Every HR professional I've spoken to argues that interviews don't work; everyone is so hopelessly biased that, however lengthy the interview process, results are just too subjective. So bring in a professional assessor who can match evaluations to the skills and qualities you are looking for. Using an outside assessor can save you from yourself because she won't be swayed by likeability.
5. Listen hard for dissenting voices.
If everyone loves your preferred candidate, something is wrong. No hire is perfect and there should be some dissenting voices around the table. What are the candidate's weaknesses? They may not be critical but they must exist and it's better to identify them (and figure out how to accommodate them) early.
6. Watch the salary negotiation like a hawk.
How people manage money will tell you a great deal about how they'll handle partners and customers. If you don't like what you see, pull the plug.
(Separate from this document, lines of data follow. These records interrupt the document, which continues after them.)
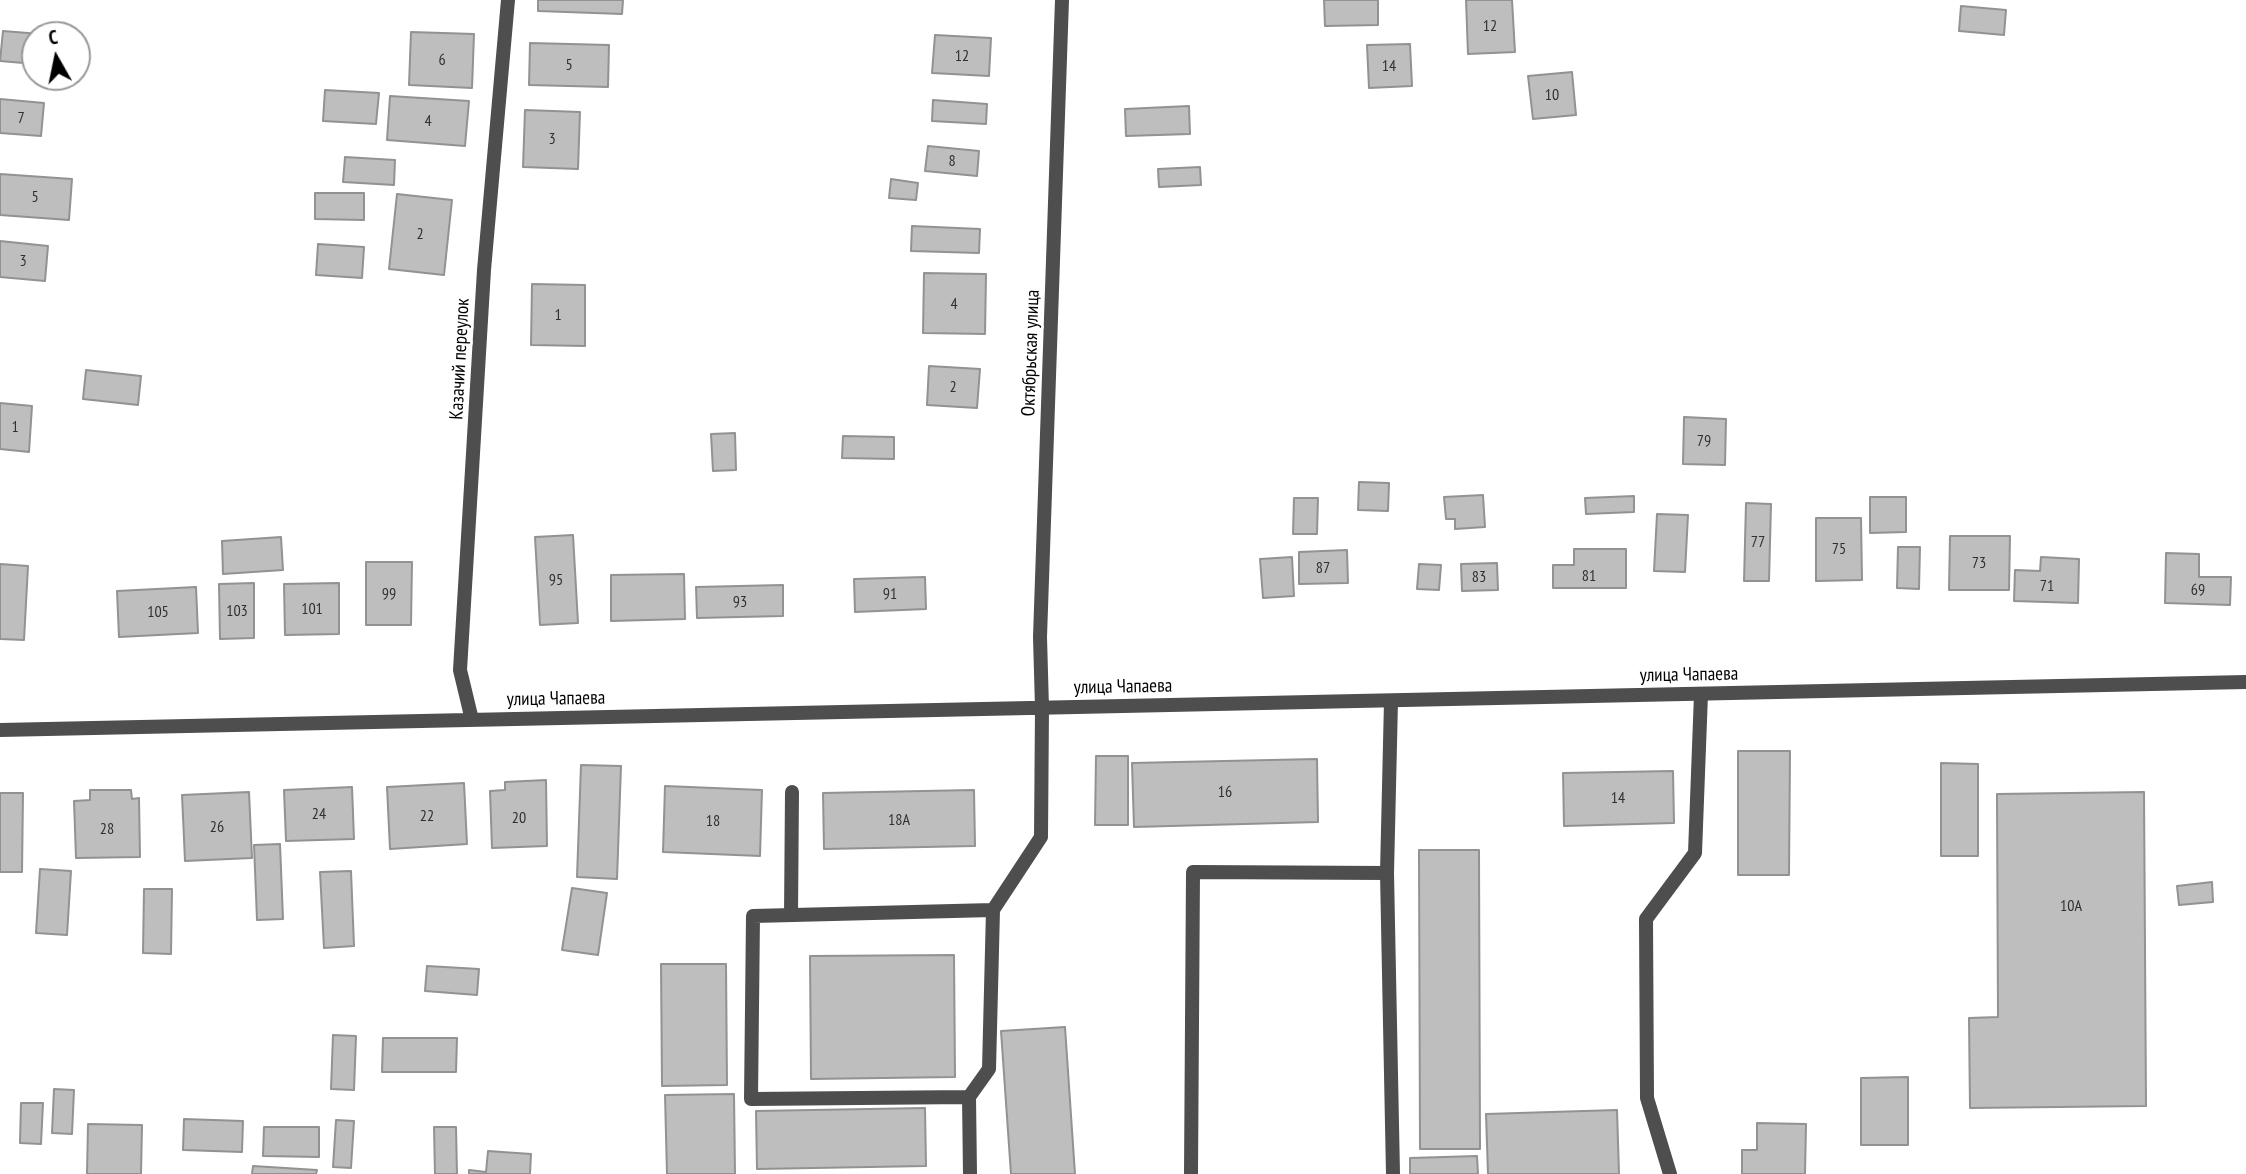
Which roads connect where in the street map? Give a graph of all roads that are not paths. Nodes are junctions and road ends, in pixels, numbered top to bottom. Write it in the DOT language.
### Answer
graph roads {
  1 [pos="508,0"];
  2 [pos="1062,0"];
  3 [pos="2246,682"];
  4 [pos="1701,694"];
  5 [pos="1391,701"];
  6 [pos="1042,708"];
  7 [pos="472,720"];
  8 [pos="0,730"];
  9 [pos="792,792"];
  10 [pos="1387,873"];
  11 [pos="993,909"];
  12 [pos="790,915"];
  13 [pos="969,1097"];
  14 [pos="970,1174"];
  15 [pos="1191,1174"];
  16 [pos="1393,1174"];
  17 [pos="1670,1174"];
  1 -- 7 [label="street, Казачий переулок"];
  2 -- 6 [label="street, Октябрьская улица"];
  3 -- 4 [label="street, улица Чапаева"];
  4 -- 5 [label="street, улица Чапаева"];
  4 -- 17 [label="street"];
  5 -- 6 [label="street, улица Чапаева"];
  5 -- 10 [label="street"];
  6 -- 7 [label="street, улица Чапаева"];
  6 -- 11 [label="street, Октябрьская улица"];
  7 -- 8 [label="street, улица Чапаева"];
  9 -- 12 [label="street"];
  10 -- 15 [label="street"];
  10 -- 16 [label="street"];
  11 -- 12 [label="street"];
  11 -- 13 [label="street"];
  12 -- 13 [label="street"];
  13 -- 14 [label="street"];
}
7. Start with a trial period.
I don't think you ever know anyone until you see them in action (and vice versa). So agree--for both your sakes--to a joint review after one to three months. Give very honest feedback and ask for it too. No new hire is ever as alert and insightful as at the beginning. Most companies lose all sense of how they come across to outsiders so this feedback is precious.
8. Assign mentors.
Most organizations are bad at explaining themselves. Each new hire should have someone she can turn to with questions. And, of course, this mentor should not be her boss. It's also important that everyone in your company is good at mentoring; if you're great with co-workers, you're more likely to be great with customers too. Mentoring new hires is excellent leadership training.
9. Never sell your organization.
Interviewing should be all about unfettered exploration, not persuasion. You shouldn't sell your company, and the candidates shouldn't sell themselves either. What you're after is an intelligent, adult discussion about what constitutes success within your company and within the candidate's professional and personal life. The stories have to be honest and fit.